Dans les transactions immobilières, il arrive que vendeurs et acquéreurs s’accordent pour remettre les clés du bien avant la signature de l’acte authentique chez le notaire. Une pratique relativement courante… mais qui peut avoir de lourdes conséquences juridiques et financières.
C’est ce qu’illustre une affaire récente jugée par la Cour de cassation.
Une vente qui bascule
En 2019, un couple met en vente sa maison à Montpellier pour 238 000 €. Les acheteurs sont trouvés et la signature de l’acte authentique est prévue chez le notaire.
Mais le jour de la signature, les acquéreurs découvrent un problème sur le système de chauffage et refusent de signer. Afin de ne pas faire échouer la vente, les vendeurs s’engagent à réaliser les travaux nécessaires et acceptent de reporter la signature.
Pour compenser ce délai, ils autorisent les acheteurs à emménager dans la maison à la date initialement prévue, grâce à un accord écrit sous seing privé leur permettant d’occuper les lieux gratuitement jusqu’à la finalisation de la vente.
Dix jours plus tard, la catastrophe
Seulement dix jours après leur installation, un incendie se déclare et détruit presque entièrement la maison.

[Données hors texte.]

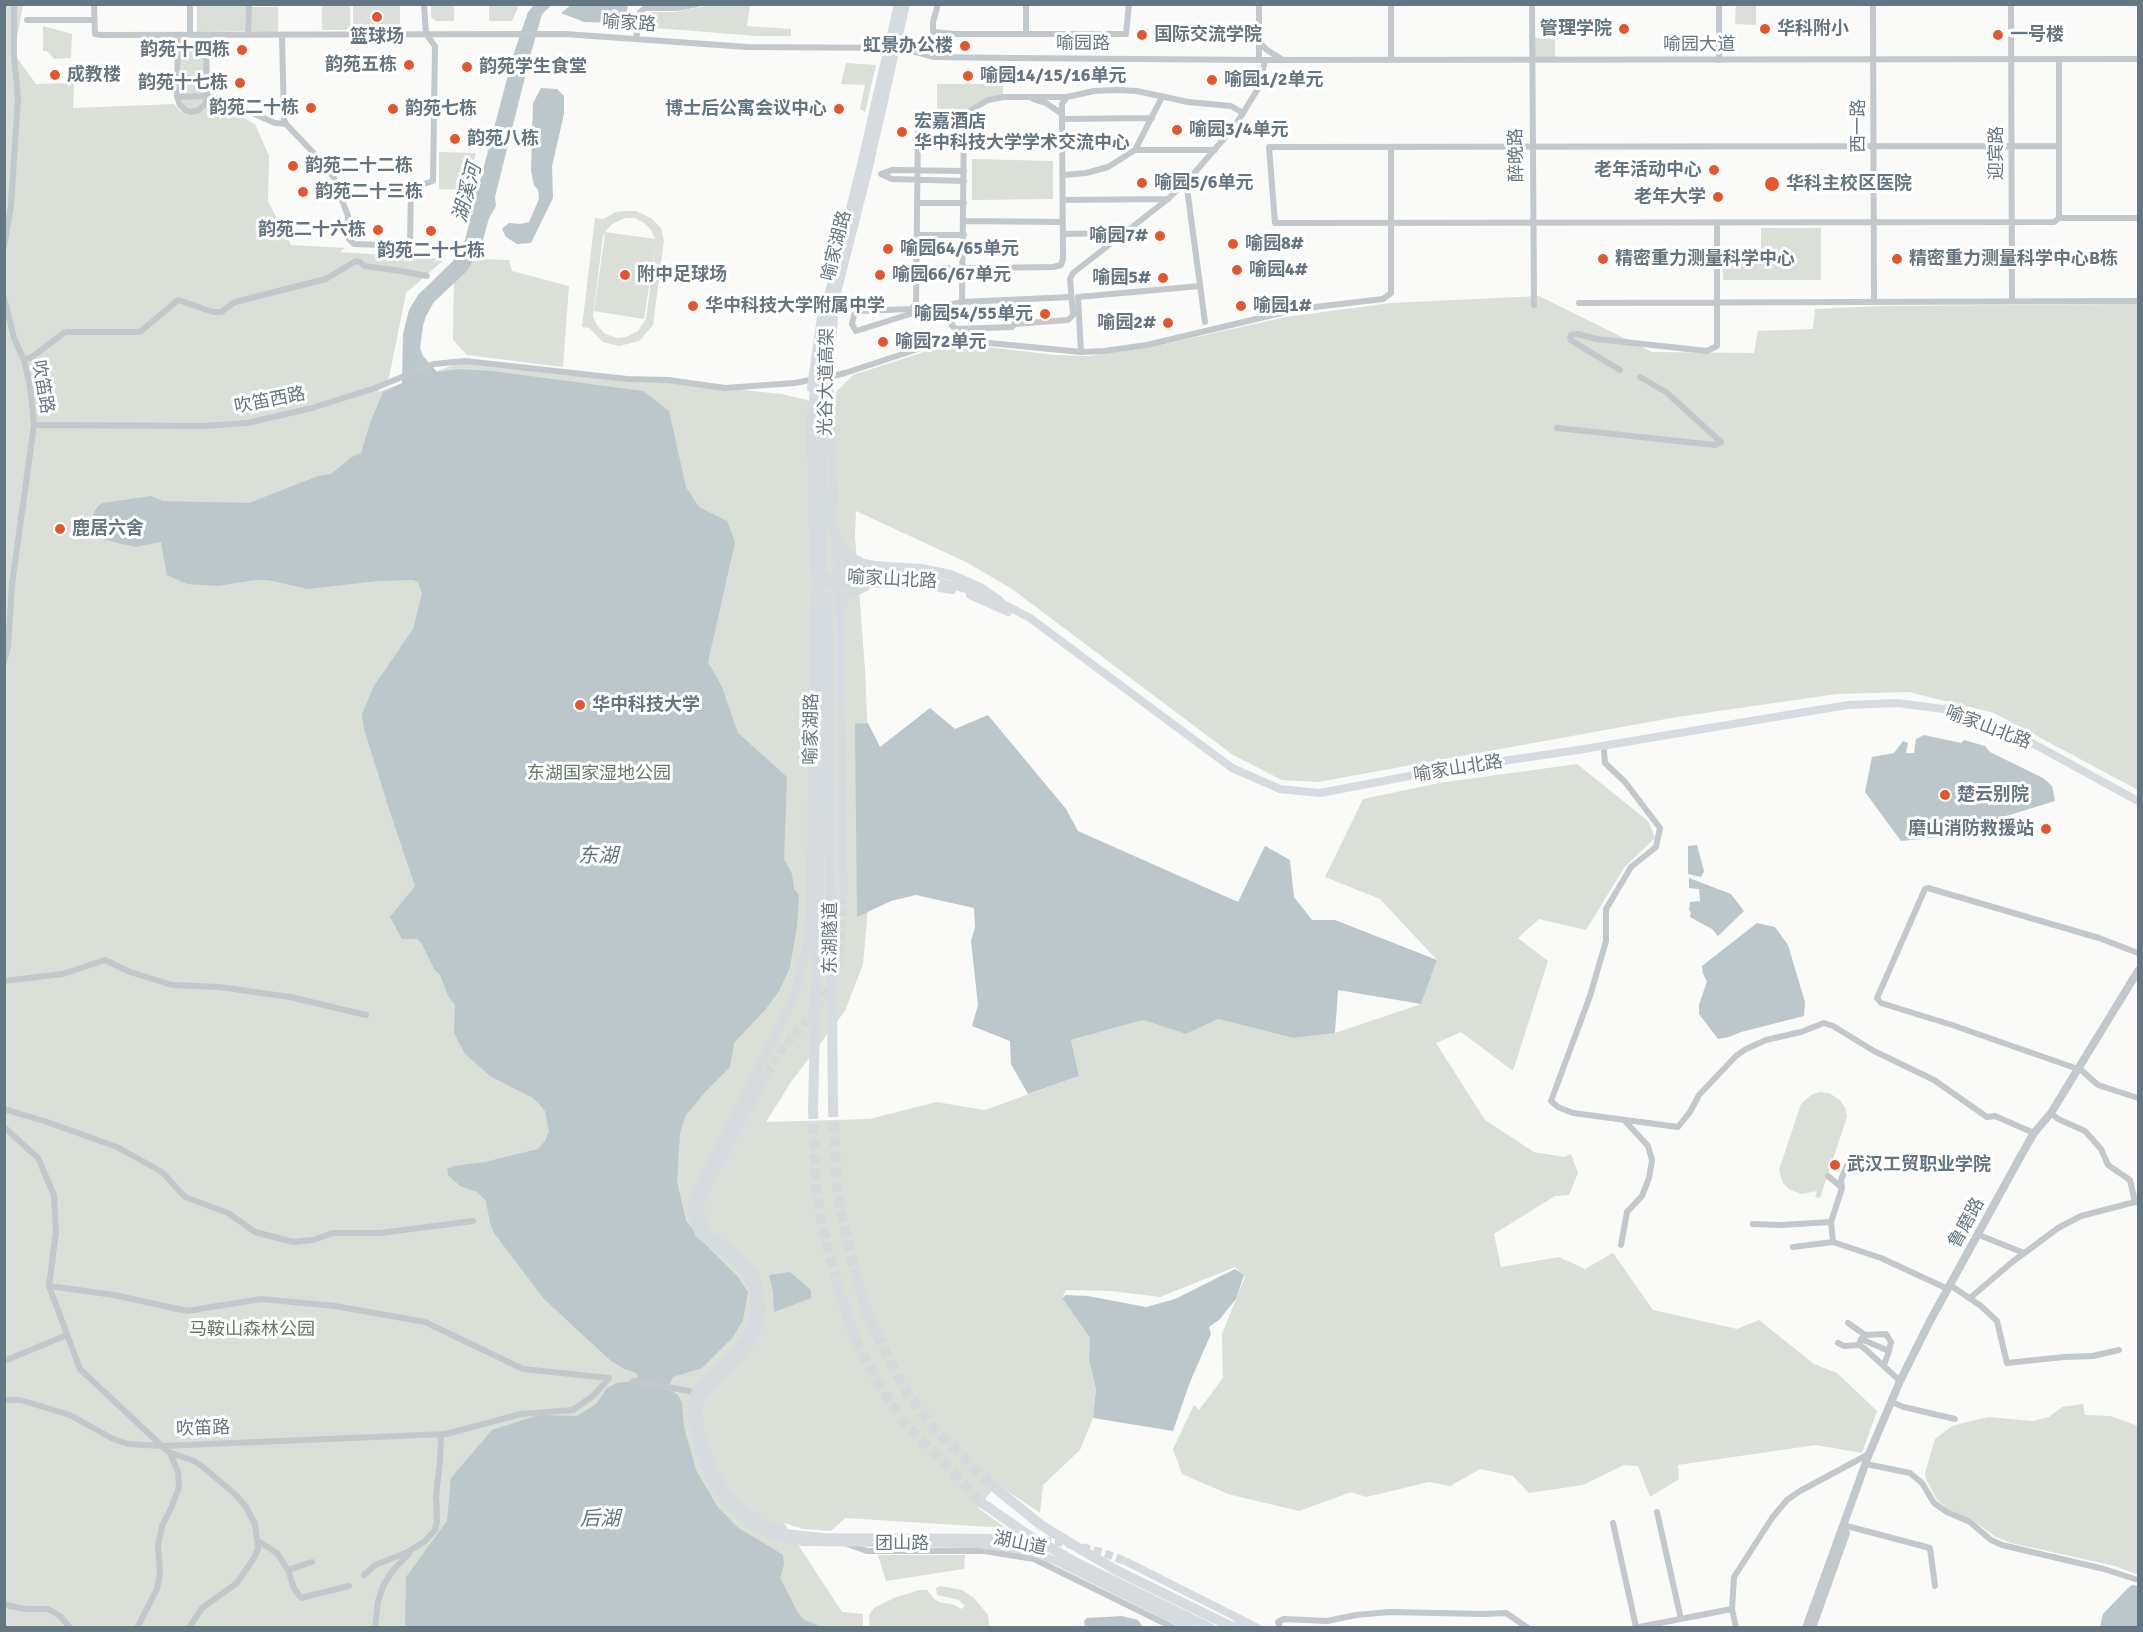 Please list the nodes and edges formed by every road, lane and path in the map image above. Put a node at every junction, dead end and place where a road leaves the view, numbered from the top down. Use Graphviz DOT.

Le coût des réparations est estimé à environ 250 000 €, soit plus que le prix de vente initial.
Face à cette situation, les acquéreurs décident de se retirer de la vente, conformément à la clause du compromis qui leur permet d’annuler l’achat si le bien est détruit avant la signature de l’acte authentique.
Les vendeurs, eux, considèrent que les acheteurs sont responsables de l’incendie et décident de les poursuivre en justice, ainsi que leur assureur, afin d’obtenir une indemnisation équivalente au coût de reconstruction.
La décision de justice
Les vendeurs s’appuyaient notamment sur une règle juridique selon laquelle un locataire est présumé responsable en cas d’incendie dans le logement qu’il occupe. Mais les juges rappellent que cette présomption ne s’applique qu’aux locataires titulaires d’un bail.
Or, dans cette affaire, les acheteurs occupaient la maison gratuitement et sans contrat de location. Ils ne pouvaient donc pas être considérés comme locataires.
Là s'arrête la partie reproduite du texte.